Quelles sont les conséquences du franc fort pour les vins suisses ?

L’exportation de leur production et la concurrence des vins étrangers sur sol suisse sont les nouveaux défis des vignerons helvétiques.

les vins suisses sont confrontés à la concurrence des vins européens

C'est la période des salons viticoles en Europe et les détaillants de vins suisses se régalent. Ils vont non seulement pouvoir déguster de bons crus, mais également commander des bouteilles jusqu’à 20% moins cher que prévu, grâce à la baisse de l’euro face au franc. Et répercuter ainsi les nouveaux prix sur les flacons vendus sur sol helvétique. « Une fois nos stocks vendus, nous allons ajuster les prix sur tous les vins de la zone euro, une baisse pouvant aller jusqu’à 20% », confirme le Caveau de Bacchus. La boutique genevoise espère ainsi récupérer une clientèle partie faire ses emplettes de l’autre côté de la frontière. En effet, plusieurs magasins de vins de France voisine ont connu un afflux massif  et historique de consommateurs helvétiques le week-end dernier. Quant à elle, l’enseigne genevoise admet ne pas avoir  assisté à une telle baisse de fréquentation depuis des années. Ainsi, en baissant rapidement leurs prix, les magasins locaux entendent surtout récupérer leur clientèle avant qu’elle ne change ses habitudes d’achat.

Compétitivité des vins suisses

Même si l’interprofession entend augmenter son exportation à 5% de sa production d’ici 2020, le commerce avec l’étranger n’est pas la plus grande préoccupation actuelle de la branche. Certes quelques vignerons ont vu des commandes annulées suite à l’annonce de la BNS. Mais l’impact du franc fort se fera plutôt ressentir sur le marché interne avec la baisse du prix des vins étrangers. D’autant plus que les vins d’entrée de gamme sont déjà très peu compétitifs en comparaison des vins européens et de ceux du nouveau monde. « Les vins bons marchés en Suisse sont déjà les plus chers du monde », confirme le vigneron vaudois Philippe Bovet. Martin Wiederkehr,  directeur de la Cave de Genève  renchérit que « l’élasticité-prix de ces vins est très grande ». Ce sera donc les vins produits en grand volume d’entrée de gamme, déjà soumis à la concurrence, qui risquent de souffrir encore plus. Par contre, les intervenants sont convaincus qu’il y aura toujours une clientèle pour les vins de qualité suisses.
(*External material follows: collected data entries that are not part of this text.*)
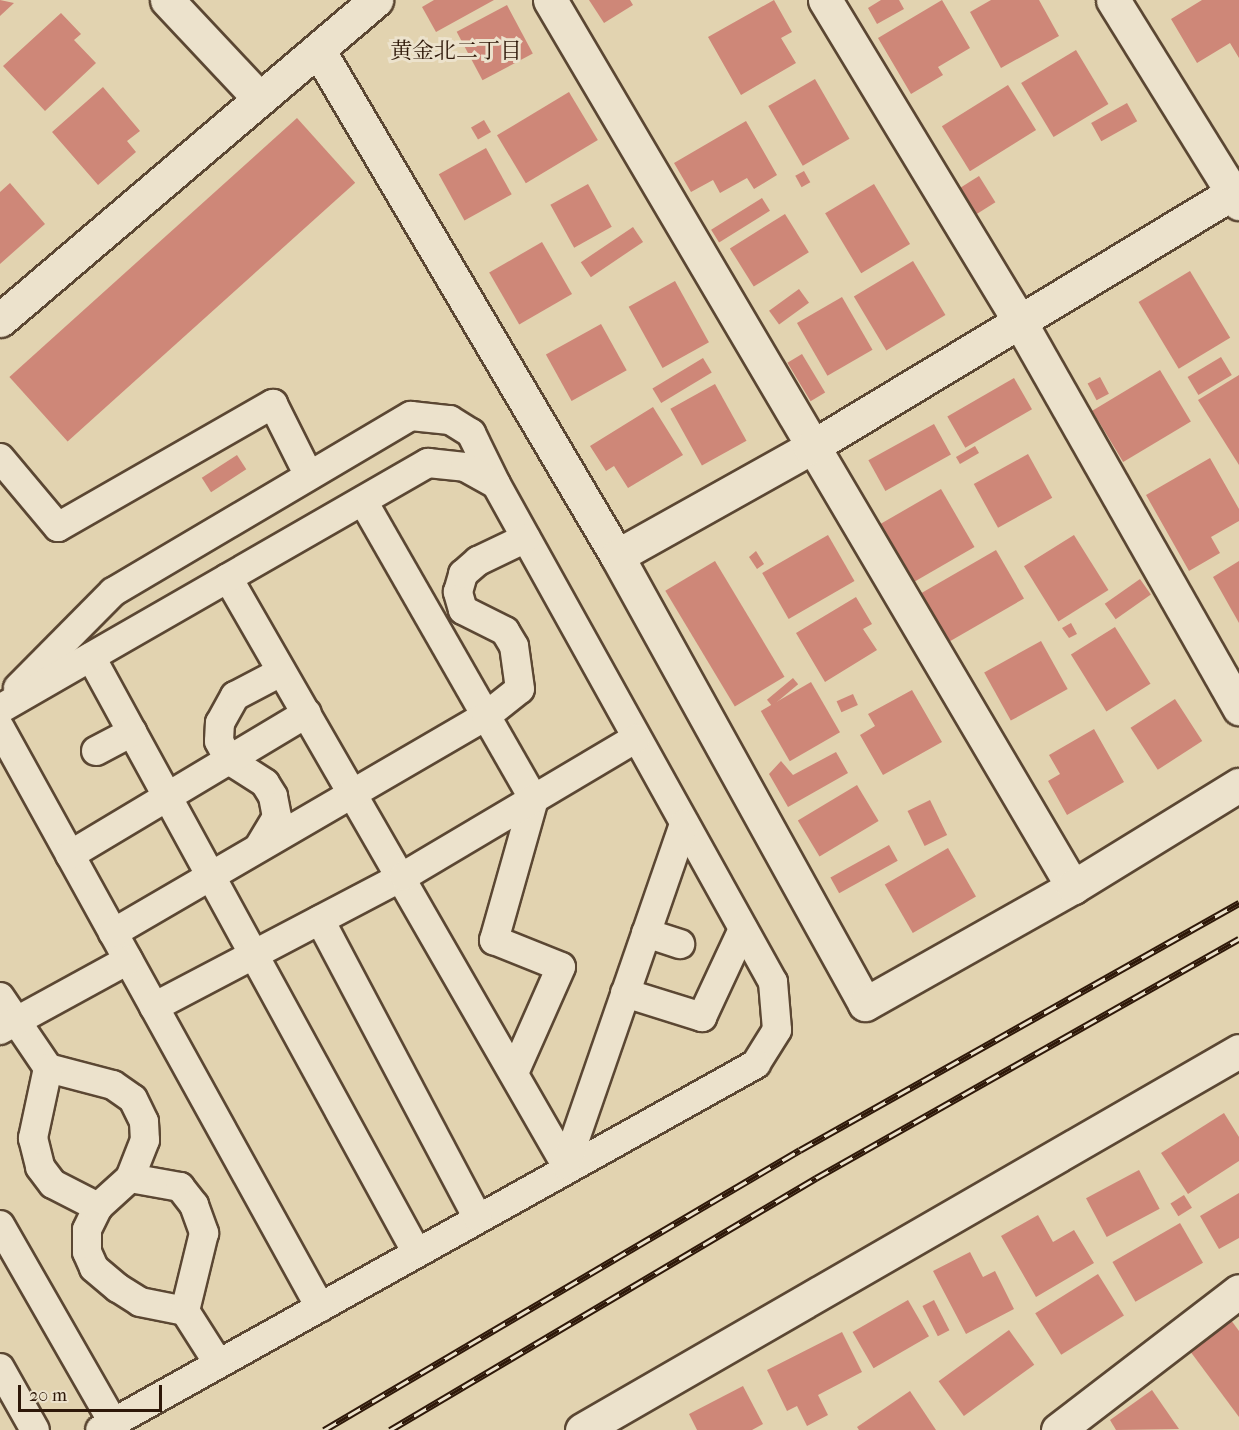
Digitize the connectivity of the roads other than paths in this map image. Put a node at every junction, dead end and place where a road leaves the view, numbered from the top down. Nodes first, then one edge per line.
1 (167, 0) edge
2 (376, 0) edge
3 (550, 0) edge
4 (825, 0) edge
5 (1113, 0) edge
6 (320, 53) junction
7 (258, 97) junction
8 (1237, 195) edge
9 (0, 320) edge
10 (1020, 324) junction
11 (810, 448) junction
12 (0, 458) edge
13 (309, 476) junction
14 (496, 484) junction
15 (363, 501) junction
16 (526, 538) junction
17 (616, 556) junction
18 (228, 578) junction
19 (91, 657) junction
20 (280, 672) junction
21 (0, 708) edge
22 (1239, 708) edge
23 (307, 713) junction
24 (486, 716) junction
25 (0, 728) edge
26 (132, 732) junction
27 (635, 739) junction
28 (96, 751) dead end
29 (229, 760) junction
30 (1239, 785) edge
31 (354, 792) junction
32 (167, 797) junction
33 (534, 799) junction
34 (684, 824) junction
35 (258, 849) junction
36 (70, 855) junction
37 (210, 876) junction
38 (404, 876) junction
39 (1073, 887) junction
40 (320, 920) junction
41 (743, 929) junction
42 (113, 933) junction
43 (646, 933) junction
44 (680, 944) dead end
45 (253, 955) junction
46 (128, 960) junction
47 (625, 993) junction
48 (0, 997) edge
49 (154, 1007) junction
50 (7, 1026) edge
51 (1239, 1051) edge
52 (48, 1068) junction
53 (514, 1073) junction
54 (566, 1165) junction
55 (130, 1178) junction
56 (98, 1207) junction
57 (477, 1216) junction
58 (0, 1225) edge
59 (416, 1251) junction
60 (1239, 1291) edge
61 (320, 1307) junction
62 (185, 1311) junction
63 (218, 1363) junction
64 (0, 1368) edge
65 (106, 1426) edge
66 (35, 1430) edge
67 (582, 1430) edge
68 (1058, 1430) edge

1 - 7 street
2 - 6 street
3 - 11 street
4 - 10 street
5 - 8 street
6 - 7 street
6 - 17 street
7 - 9 street
8 - 10 street
10 - 11 street
10 - 22 street
11 - 17 street
11 - 39 street
12 - 13 lane
13 - 14 lane
13 - 21 lane
14 - 15 lane
14 - 16 lane
15 - 18 lane
15 - 24 lane
16 - 24 lane
16 - 27 lane
17 - 39 street
18 - 19 lane
18 - 20 lane
19 - 21 lane
19 - 26 lane
20 - 23 lane
20 - 29 lane
23 - 29 lane
23 - 31 lane
24 - 31 lane
24 - 33 lane
25 - 36 lane
26 - 28 lane
26 - 32 lane
27 - 33 lane
27 - 34 lane
29 - 32 lane
29 - 35 lane
30 - 39 street
31 - 35 lane
31 - 38 lane
32 - 36 lane
32 - 37 lane
33 - 38 lane
33 - 53 lane
34 - 41 lane
34 - 43 lane
35 - 37 lane
36 - 42 lane
37 - 42 lane
37 - 45 lane
38 - 40 lane
38 - 53 lane
40 - 45 lane
40 - 57 lane
41 - 47 lane
41 - 54 lane
42 - 46 lane
43 - 44 lane
43 - 47 lane
45 - 49 lane
45 - 59 lane
46 - 49 lane
46 - 50 lane
47 - 54 lane
48 - 50 lane
49 - 61 lane
50 - 52 lane
51 - 67 street
52 - 55 lane
52 - 56 lane
53 - 54 lane
54 - 57 lane
55 - 56 lane
55 - 62 lane
56 - 62 lane
57 - 59 lane
58 - 65 lane
59 - 61 lane
60 - 68 street
61 - 63 lane
62 - 63 lane
63 - 65 lane
64 - 66 lane

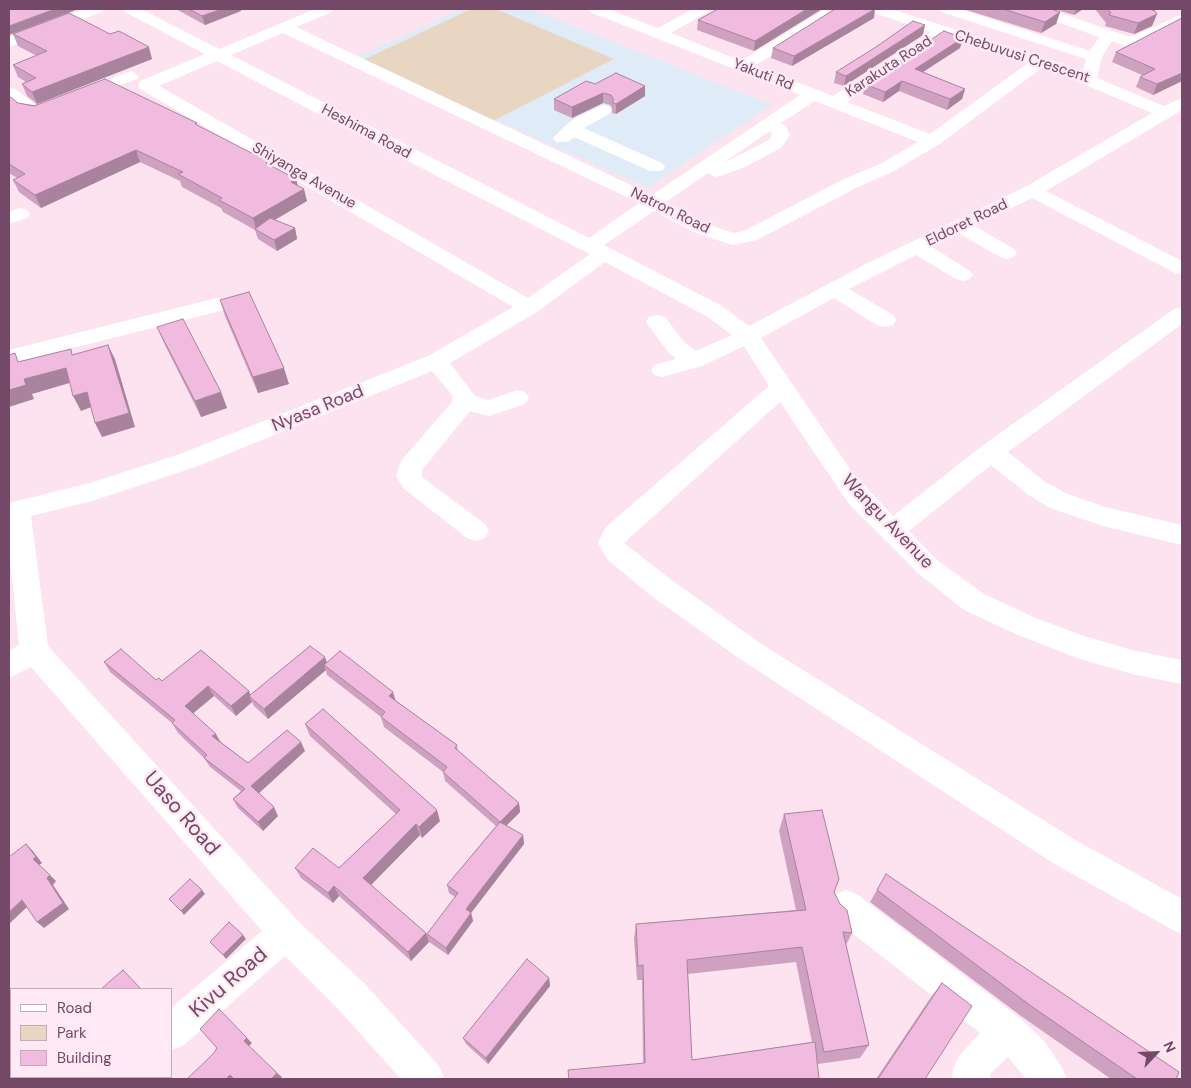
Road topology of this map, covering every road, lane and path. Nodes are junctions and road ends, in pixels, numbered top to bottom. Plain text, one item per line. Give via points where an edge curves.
1 (97, 9) edge
2 (130, 9) edge
3 (166, 9) edge
4 (327, 9) edge
5 (595, 9) edge
6 (703, 9) edge
7 (835, 9) edge
8 (876, 9) edge
9 (946, 9) edge
10 (1035, 9) edge
11 (146, 17) junction
12 (1182, 18) edge
13 (285, 28) junction
14 (943, 31) junction
15 (661, 33) junction
16 (1108, 35) junction
17 (9, 42) edge
18 (218, 54) junction
19 (1094, 57) junction
20 (1040, 62) junction
21 (114, 66) edge
22 (742, 66) junction
23 (1091, 79) junction
24 (139, 80) junction
25 (9, 93) edge
26 (814, 94) junction
27 (835, 102) junction
28 (27, 108) junction
29 (1174, 108) edge
30 (603, 110) dead end
31 (9, 114) edge
32 (572, 129) junction
33 (932, 141) junction
34 (546, 152) junction
35 (656, 167) dead end
36 (1032, 191) junction
37 (652, 202) junction
38 (961, 226) junction
39 (917, 247) junction
40 (596, 250) junction
41 (1007, 253) dead end
42 (1182, 269) edge
43 (963, 275) dead end
44 (834, 289) junction
45 (217, 305) dead end
46 (529, 307) junction
47 (1182, 314) edge
48 (885, 320) dead end
49 (657, 322) dead end
50 (748, 336) junction
51 (9, 357) edge
52 (436, 361) junction
53 (694, 361) junction
54 (662, 370) dead end
55 (781, 388) junction
56 (517, 398) dead end
57 (464, 401) junction
58 (991, 452) junction
59 (13, 511) edge
60 (476, 531) dead end
61 (891, 531) junction
62 (1182, 534) edge
63 (21, 658) edge
64 (1182, 672) edge
65 (846, 907) edge
66 (1182, 918) edge
67 (286, 933) junction
68 (172, 1031) edge
69 (1008, 1032) junction
70 (426, 1079) edge
71 (971, 1079) edge
72 (1048, 1079) edge

1 - 17 street
2 - 11 street, Heshima Road
3 - 11 street
4 - 13 street
5 - 15 street, Yakuti Rd
6 - 15 street
7 - 22 street
8 - 14 street, Chebuvusi Crescent
9 - 19 street
10 - 16 street
11 - 18 street, Heshima Road
12 - 16 street via 1137,41
13 - 18 street
13 - 34 street, Natron Road
14 - 20 street, Chebuvusi Crescent
14 - 27 street, Karakuta Road
15 - 22 street, Yakuti Rd
16 - 19 street
18 - 24 street
18 - 40 street, Heshima Road
19 - 23 street
20 - 23 street, Chebuvusi Crescent
20 - 33 street, Natron Road
21 - 24 street, Shiyanga Avenue
22 - 26 street, Yakuti Rd
23 - 29 street, Chebuvusi Crescent
24 - 28 street via 47,110
24 - 46 street, Shiyanga Avenue
25 - 28 street
26 - 27 street, Yakuti Rd
26 - 37 street, Nyasa Road
27 - 33 street, Yakuti Rd
28 - 31 street
29 - 36 street, Eldoret Road
30 - 32 street
32 - 34 street
32 - 35 street
33 - 37 street, Natron Road via 886,168 742,239 720,236
34 - 37 street, Natron Road
36 - 38 street, Eldoret Road
36 - 42 street
37 - 40 street, Nyasa Road
38 - 39 street, Eldoret Road
38 - 41 street
39 - 43 street
39 - 44 street, Eldoret Road
40 - 46 street, Nyasa Road
40 - 50 street, Wangu Avenue via 673,288
44 - 48 street
44 - 50 street, Eldoret Road
45 - 51 street
46 - 52 street, Nyasa Road
47 - 58 street
49 - 53 street via 676,347
50 - 53 street, Eldoret Road
50 - 55 street, Wangu Avenue
52 - 57 street via 463,394
52 - 59 street, Nyasa Road via 189,460 92,492
53 - 54 street, Eldoret Road
55 - 61 street, Wangu Avenue via 843,478
55 - 66 street via 614,534 611,543 616,552 753,653 1065,852
56 - 57 street via 489,408
57 - 60 street via 408,473 413,482
58 - 61 street
58 - 62 street via 1036,488 1059,501 1104,516
59 - 63 street, Uaso Road
61 - 64 street, Wangu Avenue via 928,568 974,602 1080,648
63 - 67 street, Uaso Road
65 - 69 street
67 - 68 street, Kivu Road
67 - 70 street, Uaso Road via 352,997
69 - 71 street via 977,1061
69 - 72 street via 1032,1056

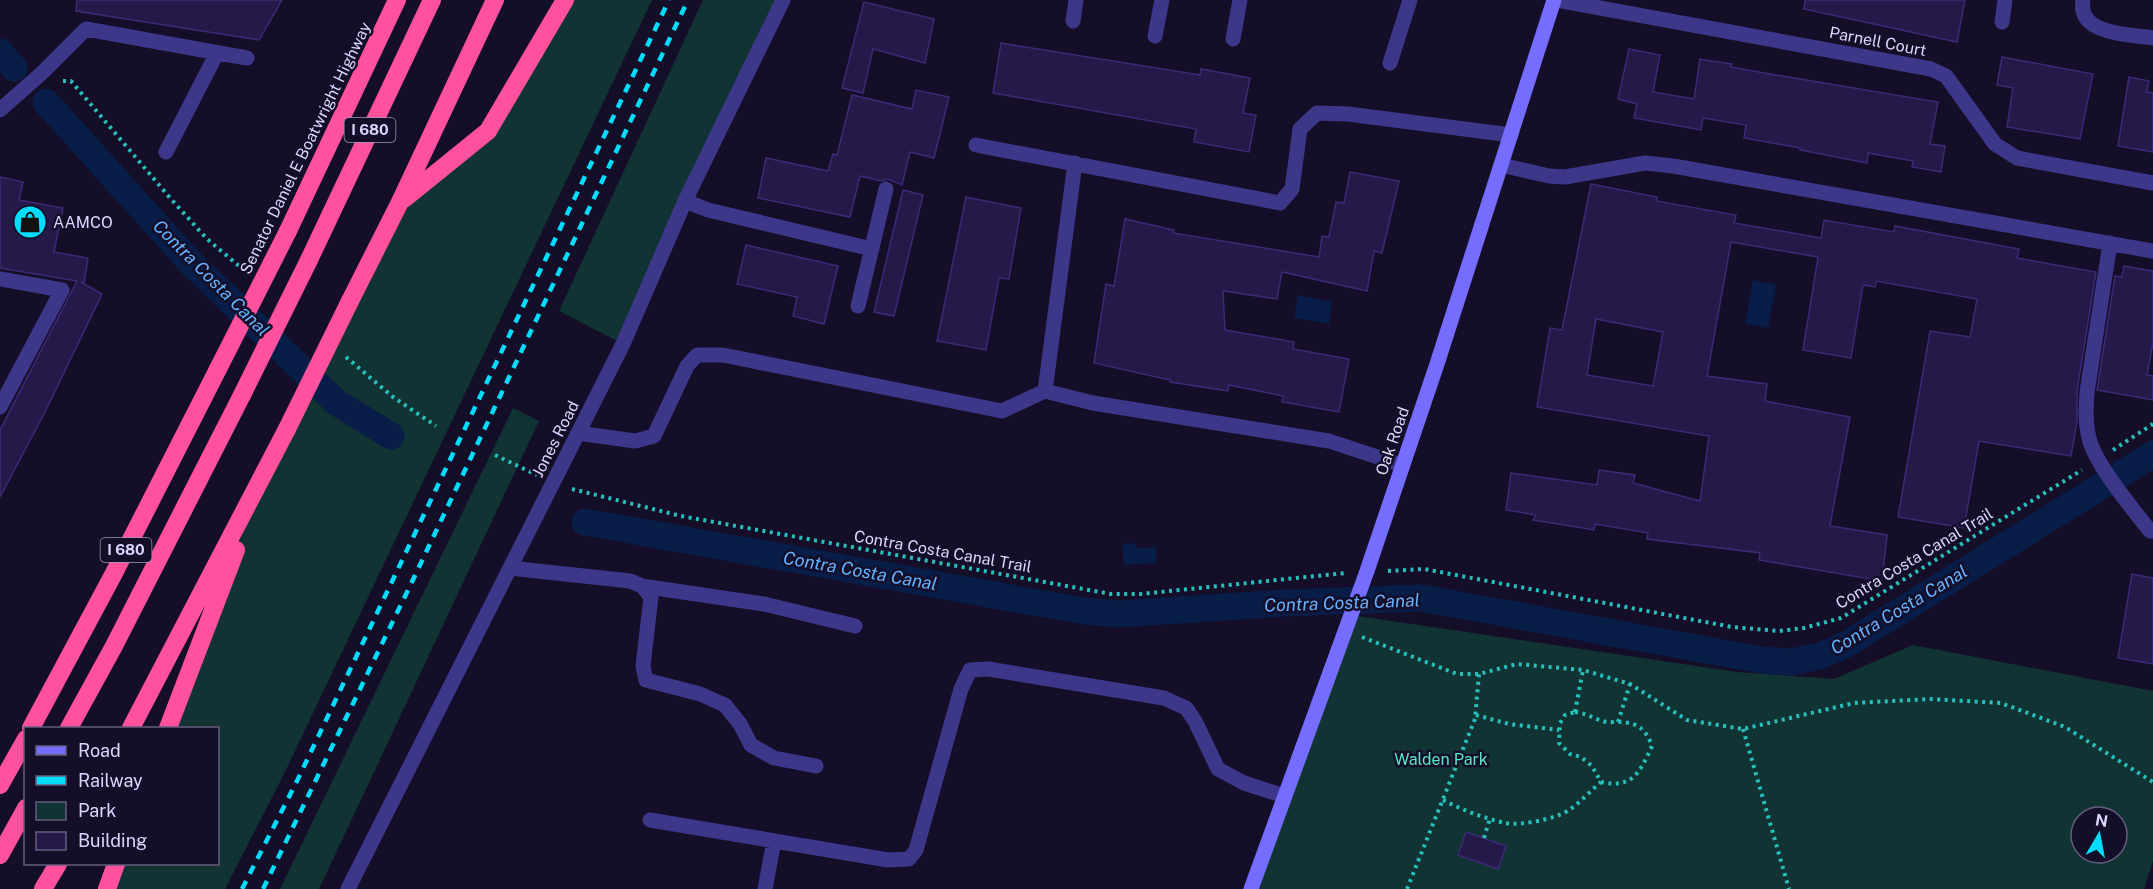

Pas de baisse de prix prévue

Propriétaire du domaine Les Perrières à Peissy (Genève), Bernard Rochaix n’est pas très inquiet, même s’il appréhende une baisse générale de la consommation en Suisse due à une conjoncture en berne. Pour l’heure, le domaine n’a pris aucune décision quant à la diminution des prix de ses flacons même si la baisse de l’euro profitera légèrement aux vignerons, notamment dans l’approvisionnement de verre et de bouchons. Philippe Bovet exclut également de baisser ses prix. Il envisage même de les augmenter légèrement cette année. Celui qui exporte presque 5% de sa production aux restaurants des stations de ski françaises a conclu ses ventes avant la fin du taux plancher. Ce qui lui fait dire qu’il réagira au moment venu.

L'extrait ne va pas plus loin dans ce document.